Keywords: Collision(s), Surface; Ionization, Desorption; Ionization, Surface; SIMS.
Novel aspect: Electrospray droplet impact is a soft and high-sensitive method. This technique may merge as a versatile surface-analysis method in many applied field.
Enhanced secondary ion yields result by increasing the mass of the incident projectile (i.e., "cluster ion sources" are more effective at desorbing molecules). Massive-cluster impact, which utilizes multiply charged glycerol clusters, satisfies the above features and also can afford soft desorption conditions for peptides and proteins. The subject of this paper is the electrospray droplet impact (EDI) ionization technique. EDI is much simpler and robust in operation compared to massive-cluster impact.
The charged liquid droplets formed by electrospraying 1 M aqueous acetic acid are sampled through an orifice with a 400 micrometer diameter into the first vacuum chamber, transported into a quadrupole ion guide, and accelerated by 10 kV after exiting the ion guide. The electrospray droplets impact on a dry solid sample that is deposited on a stainless steel substrate. The secondary ions formed are transported into a second quadrupole ion guide and mass-analyzed by an orthogonal TOF-MS.

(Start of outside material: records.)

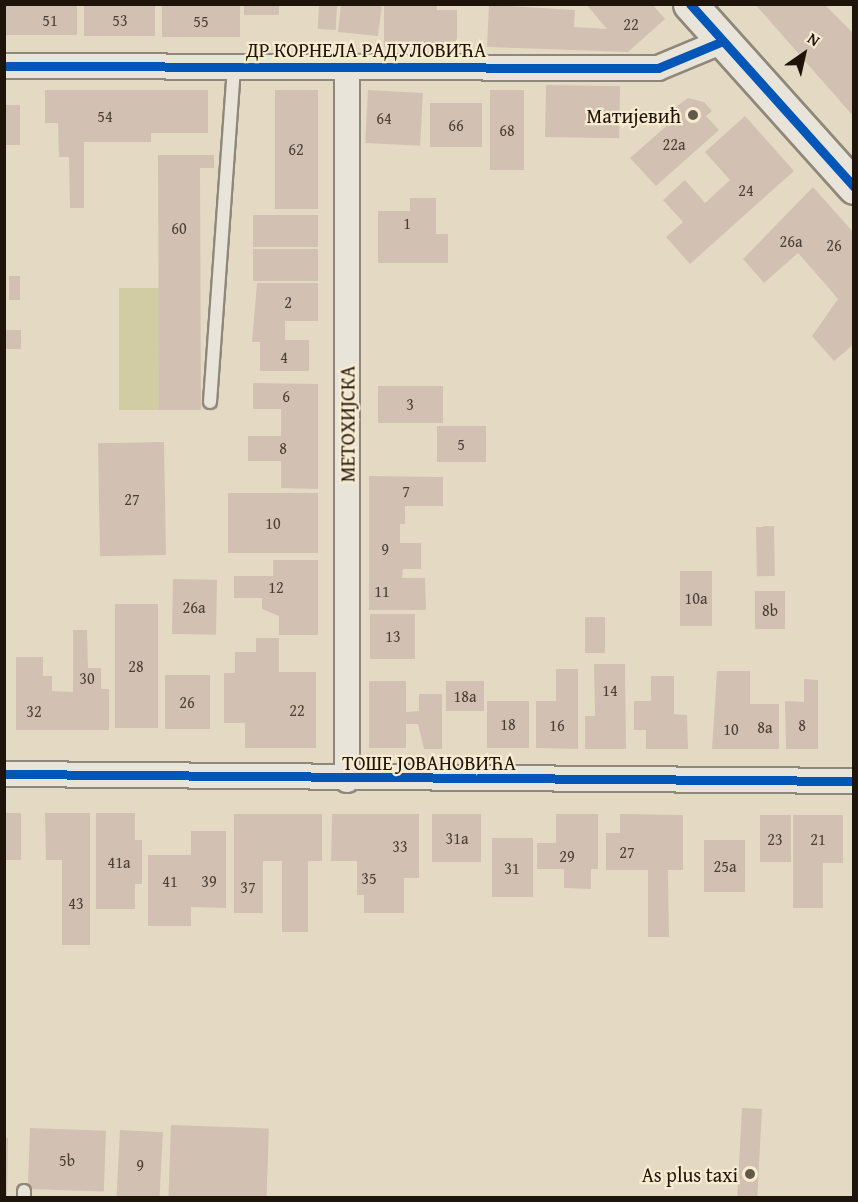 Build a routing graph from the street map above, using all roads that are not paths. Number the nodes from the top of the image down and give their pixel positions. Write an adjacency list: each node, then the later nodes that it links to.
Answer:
1 (690, 4): 2 (main road)
2 (723, 41): 5 (street, ДР КОРНЕЛА РАДУЛОВИЋА); 6 (main road)
3 (4, 66): 4 (street, ДР КОРНЕЛА РАДУЛОВИЋА)
4 (234, 67): 5 (street, ДР КОРНЕЛА РАДУЛОВИЋА); 7 (lane)
5 (347, 67): 9 (street, МЕТОХИЈСКА)
6 (854, 187)
7 (210, 402)
8 (4, 774): 9 (street, ТОШЕ ЈОВАНОВИЋА)
9 (347, 780): 10 (street, ТОШЕ ЈОВАНОВИЋА)
10 (854, 781)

EDI is found to be applicable to almost all kinds of compounds such as peptides, proteins, sugars, synthetic polymers, (endohedral metal) fullerenes, polycyclic aromatic compounds, drugs, pigments, etc. without using matrices. EDI can sputter only a few monolayers of the top-surface sample film without damaging the sample underneath. Dry 10 fmol gramicidin S deposited on the SUS target could be detected for longer than 30 min. EDI is totally contamination-free because it utilizes the volatile projectile composed of mainly water. One of the characteristic features of EDI is its ability to generate negative ions as well as positive ions. For example, about equal abundances of C60+ and C60- ions for C60, and (Arg+H)+ and (Arg-H)- for arginine can be observed. These results suggest that the ionization mechanism is cooperative, i.e., 2C60 = C60+ + C60-. The velocity of the projectile is about 14 km/s, which is approximately one order of magnitude larger than the velocity of sound in solid. With this projectile velocity, the surface collision takes place in a time range of 10-13 to 10-14 s. Owing to the occurrence of collision limited in sub picosecond time domain, the sudden extremely high pressure is realized. Such a collective and coherent collision results in the formation of phonon-dressed excited states that leads to electronic excitation, ionization, and desorption of molecules in the colliding interface. EDI is promising for the direct analysis of biological samples because peptides can be detected with the presence of many orders of magnitude higher concentrations of salts.